Haven't yet tasted them, but it looks good. Two long ones for sausages, three round flat ones for burgers.

janewilliams20: (Default)
We're looking at making "rounded" characters by taking a stereotype and adding a contradiction to give them depth. Several of us have pointed out that some of this is already clichéd - the woman in a  man's world who does well by being more technical and aggressive than the men, for instance, taking all their stereotypical behaviour and beating them at it. Latest exercise:
"Write a brief scene, around 300–500 words, in your notebook, in which you portray a character in a complex way, going against the usual expectations for such a character."
After a bit of thought, this is semi-autobiographical - names have been changed to protect the guilty, but this is a condensed summary of a few real conversations and situations. It's also in excess of the 500- words...

She leaned back in her seat, cradled the phone more comfortably.
"Yes, Brian, I heard you the first time. We deliver this project by Thursday, or the sales director who promised it by Thursday looks like an idiot. Guess how much this worries me? If he doesn't want to look like an idiot, he should stop being one."
What worried her rather more was that the promise had been made to one of their best customers, and if they lost that contract, they lost their main source of income. At the other end of the line, the panicked babbling had been continuing.
"Yes, I've seen your project plan. It won't work. You've got the man-hours - call them woman-hours - nicely charted, but there is no way that server can handle that data analysis load as well as running your main website, and it'll take twice as much coding time as you've put in, even without allowing for contingency planning. You know when I recommended investing in new architecture last year? And again last month? Right. This is why."
She could have recited the excuses from memory, but she'd had enough.

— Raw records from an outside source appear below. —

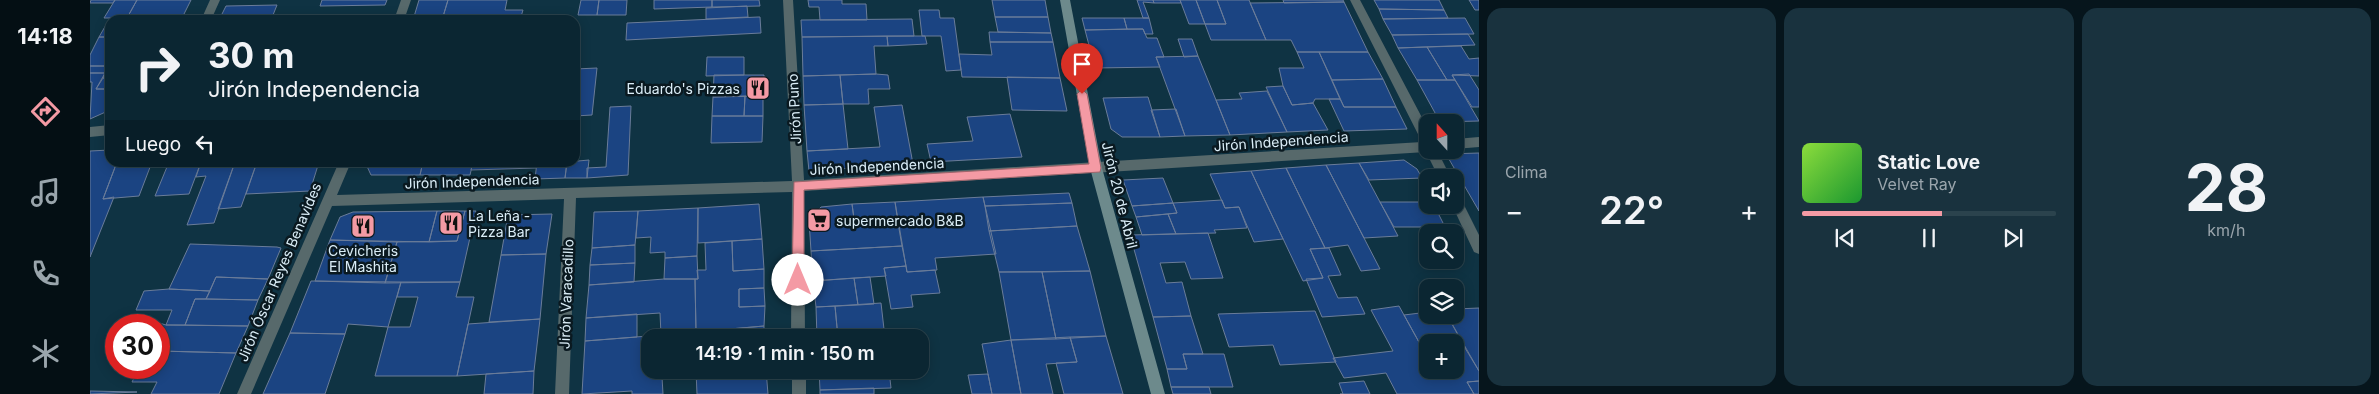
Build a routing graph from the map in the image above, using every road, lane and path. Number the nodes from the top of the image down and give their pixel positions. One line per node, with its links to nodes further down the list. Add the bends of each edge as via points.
1 (215, 0): 6 (street)
2 (406, 0): 7 (street)
3 (788, 0): 16 (street, Jirón Puno)
4 (1065, 0): 15 (street, Jirón 20 de Abril)
5 (1355, 0): 8 (street)
6 (208, 15)
7 (401, 15)
8 (1419, 124)
9 (105, 130): 10 (street)
10 (90, 132)
11 (1479, 142): 12 (street)
12 (1464, 143)
13 (1419, 148): 15 (street, Jirón Independencia)
14 (343, 167): 18 (street, Jirón Óscar Reyes Benavides)
15 (1096, 168): 16 (street, Jirón Independencia); 26 (street, Jirón 20 de Abril)
16 (798, 186): 17 (street, Jirón Independencia); 21 (street, Jirón Puno)
17 (570, 193): 18 (street, Jirón Independencia); 24 (street, Jirón Varacadillo)
18 (327, 201): 23 (street, Jirón Óscar Reyes Benavides)
19 (1463, 214): 20 (street)
20 (1479, 248)
21 (798, 329)
22 (799, 379): 25 (street)
23 (244, 394)
24 (562, 394)
25 (799, 394)
26 (1158, 394)

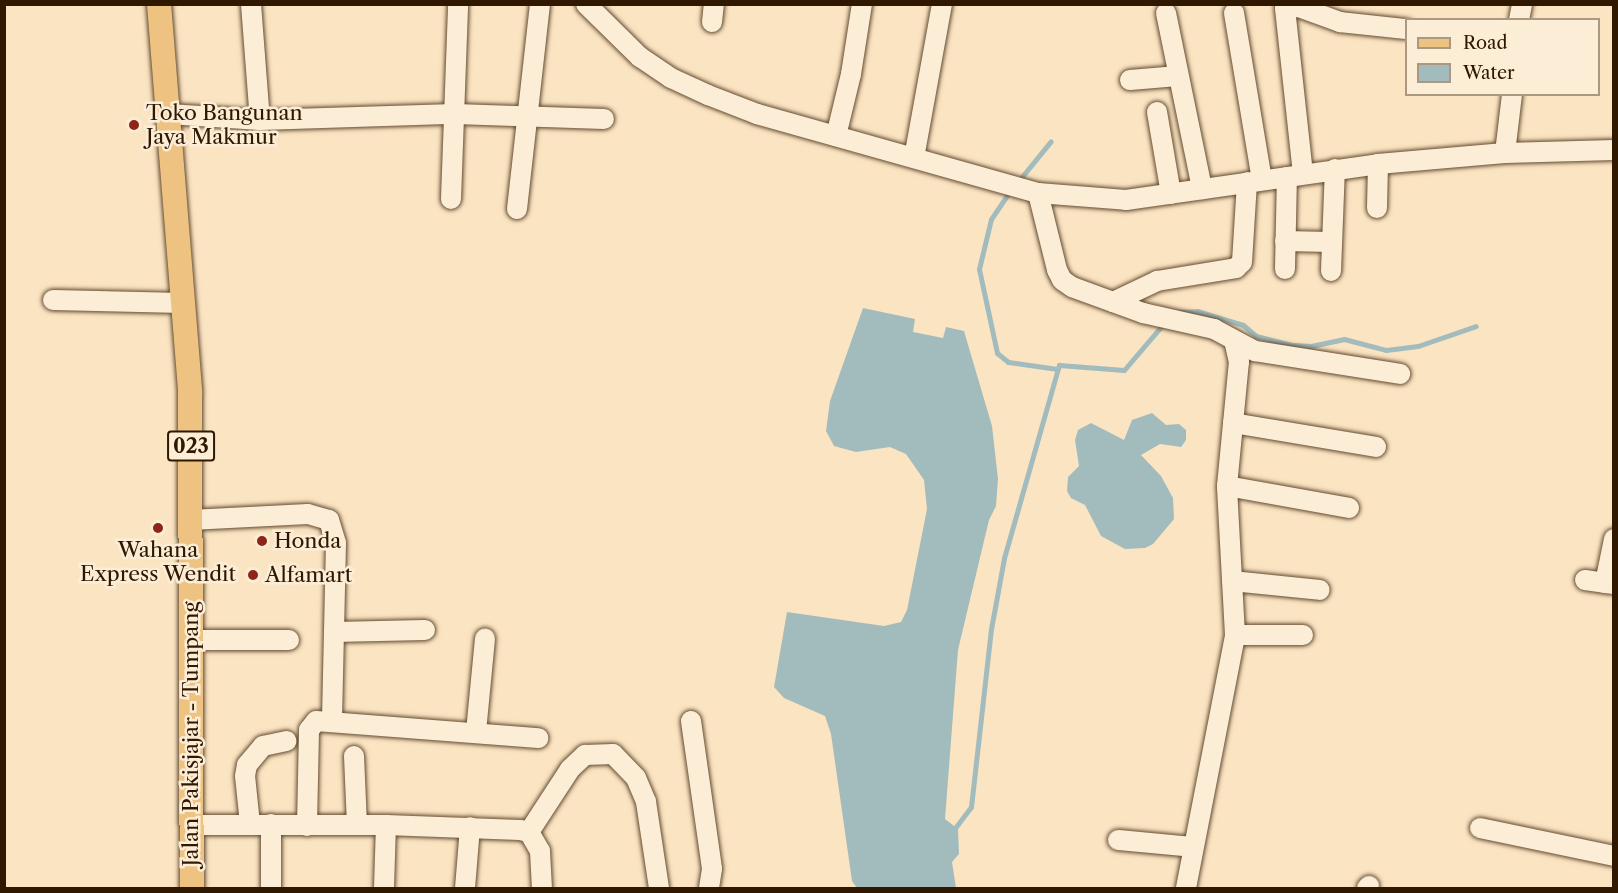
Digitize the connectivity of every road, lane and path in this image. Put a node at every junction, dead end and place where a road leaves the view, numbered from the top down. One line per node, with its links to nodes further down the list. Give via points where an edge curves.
1 (159, 4): 15 (main road, Jalan Pakisjajar - Tumpang / 023)
2 (251, 4): 19 (street)
3 (458, 4): 16 (street)
4 (540, 4): 17 (street)
5 (586, 4): 20 (street, via 640,57 671,78 757,114)
6 (862, 4): 20 (street)
7 (942, 4): 23 (street)
8 (1234, 13): 27 (street)
9 (1166, 14): 11 (street)
10 (1405, 29): 26 (street, via 1340,22 1299,7 1285,9)
11 (1179, 76): 12 (street); 28 (street)
12 (1130, 80)
13 (1512, 96): 22 (street)
14 (1157, 112): 30 (street)
15 (169, 114): 19 (street); 40 (main road, Jalan Pakisjajar - Tumpang / 023)
16 (455, 114): 17 (street); 19 (street); 31 (street)
17 (529, 116): 18 (street); 33 (street)
18 (604, 119)
19 (260, 120)
20 (836, 136): 23 (street)
21 (1614, 150): 22 (street)
22 (1505, 153): 24 (street)
23 (914, 158): 29 (street)
24 (1378, 164): 25 (street); 32 (street)
25 (1335, 170): 26 (street); 35 (street)
26 (1295, 175): 27 (street); 34 (street)
27 (1255, 181): 28 (street); 39 (street, via 1242,261 1236,268 1157,281)
28 (1202, 189): 30 (street)
29 (1038, 193): 30 (street, via 1126,200); 39 (street, via 1062,280)
30 (1171, 194)
31 (451, 199)
32 (1377, 208)
33 (517, 209)
34 (1285, 241): 35 (street); 36 (street)
35 (1330, 242): 37 (street)
36 (1285, 269)
37 (1331, 271)
38 (53, 300): 40 (street)
39 (1113, 302): 41 (street, via 1168,320 1214,329)
40 (183, 303): 47 (main road, Jalan Pakisjajar - Tumpang / 023, via 190,392)
41 (1234, 341): 42 (street, via 1255,351); 43 (street, via 1239,362)
42 (1400, 374)
43 (1233, 423): 44 (street); 45 (street)
44 (1376, 447)
45 (1227, 486): 46 (street); 50 (street)
46 (1349, 508)
47 (190, 520): 54 (street, via 308,514 329,520 336,543); 58 (main road, Jalan Pakisjajar - Tumpang / 023)
48 (1614, 539): 51 (street)
49 (1585, 580): 51 (street)
50 (1233, 581): 52 (street); 55 (street)
51 (1609, 583)
52 (1320, 590)
53 (425, 630): 54 (street)
54 (334, 633): 60 (street)
55 (1235, 635): 56 (street); 76 (street)
56 (1303, 635)
57 (485, 638): 62 (street)
58 (191, 640): 59 (street); 68 (main road, Jalan Pakisjajar - Tumpang / 023)
59 (289, 640)
60 (332, 719): 62 (street); 71 (street, via 316,721 309,730)
61 (691, 721): 84 (street, via 712,869)
62 (476, 732): 63 (street)
63 (538, 738)
64 (286, 741): 66 (street, via 263,746 247,765 244,776)
65 (354, 756): 69 (street)
66 (250, 824): 67 (street); 68 (street)
67 (271, 824): 71 (street); 79 (street)
68 (192, 825): 78 (main road, Jalan Pakisjajar - Tumpang / 023)
69 (357, 825): 70 (street); 71 (street)
70 (386, 825): 72 (street); 80 (street)
71 (307, 826)
72 (470, 827): 74 (street); 81 (street)
73 (1480, 828): 77 (street)
74 (529, 832): 82 (street, via 540,851); 83 (street, via 570,769 585,755 614,754 636,778 646,802)
75 (1118, 840): 76 (street)
76 (1193, 847): 85 (street)
77 (1614, 856)
78 (192, 888)
79 (271, 888)
80 (384, 888)
81 (465, 888)
82 (542, 888)
83 (659, 888)
84 (709, 888)
85 (1186, 888)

"Stop it. We can emote about this, or we can fix it. Tell them I won't be in today, tell Steve to take over the routine code fixes, tell Tony to remember to watch the database open threads and give it a kick when it starts to slow - I've shown him how. I'm going to download the lot to my home machine, process it here, write the scripts to produce the reports, and upload the lot Wednesday night in the 2-3 slot in the morning when the network's quiet. It won't be what they were promised, but it'll do the job for now."
She listened a little longer. "I can tell them that, and if necessary I will, and if they want to sack me, have fun getting your precious project in this year, never mind this week. I won't be doing timesheets. You don't want the hours I'll be working in writing anyway, God knows how many regulations I'll be breaching. I'll send you an expenses claim for pizza and Coke."
She put the phone down. Yes, the M.D. had been known to sack people in childish fits of temper, but some employees he knew were just too good at their jobs to lose, and she was most definitely one of them. Also, Brian knew from experience that her threat to tell directors in general exactly what she thought of them was not a bluff.
 
She fired off the data transfer - the network would still be quiet now, before most people got into the office. Pulling her pink fluffy dressing gown round her shoulders, she wandered back from study to bedroom, and contemplated the assorted teddy bears eyeing her expectantly from the pillows. "Right, guys. Bradley is on coding duty, so I'll take you through now and sit you next to the printer. Cody and James, downstairs with me, I want company over breakfast. No, sorry, I won't have time to knit you that new jumper today, I have work to do."
 
They sat quietly while she poured the orange juice, lifted the fresh bread from the breadmaker, poached an egg, and whisked up a quick Hollandaise sauce. "Camomile or green tea this morning, do you think?" She listened to speech that no-one else present would have heard. "Yes, I know, camomile has honey in. All right, consider me talked into it." She didn't like to hurt their feelings, after all.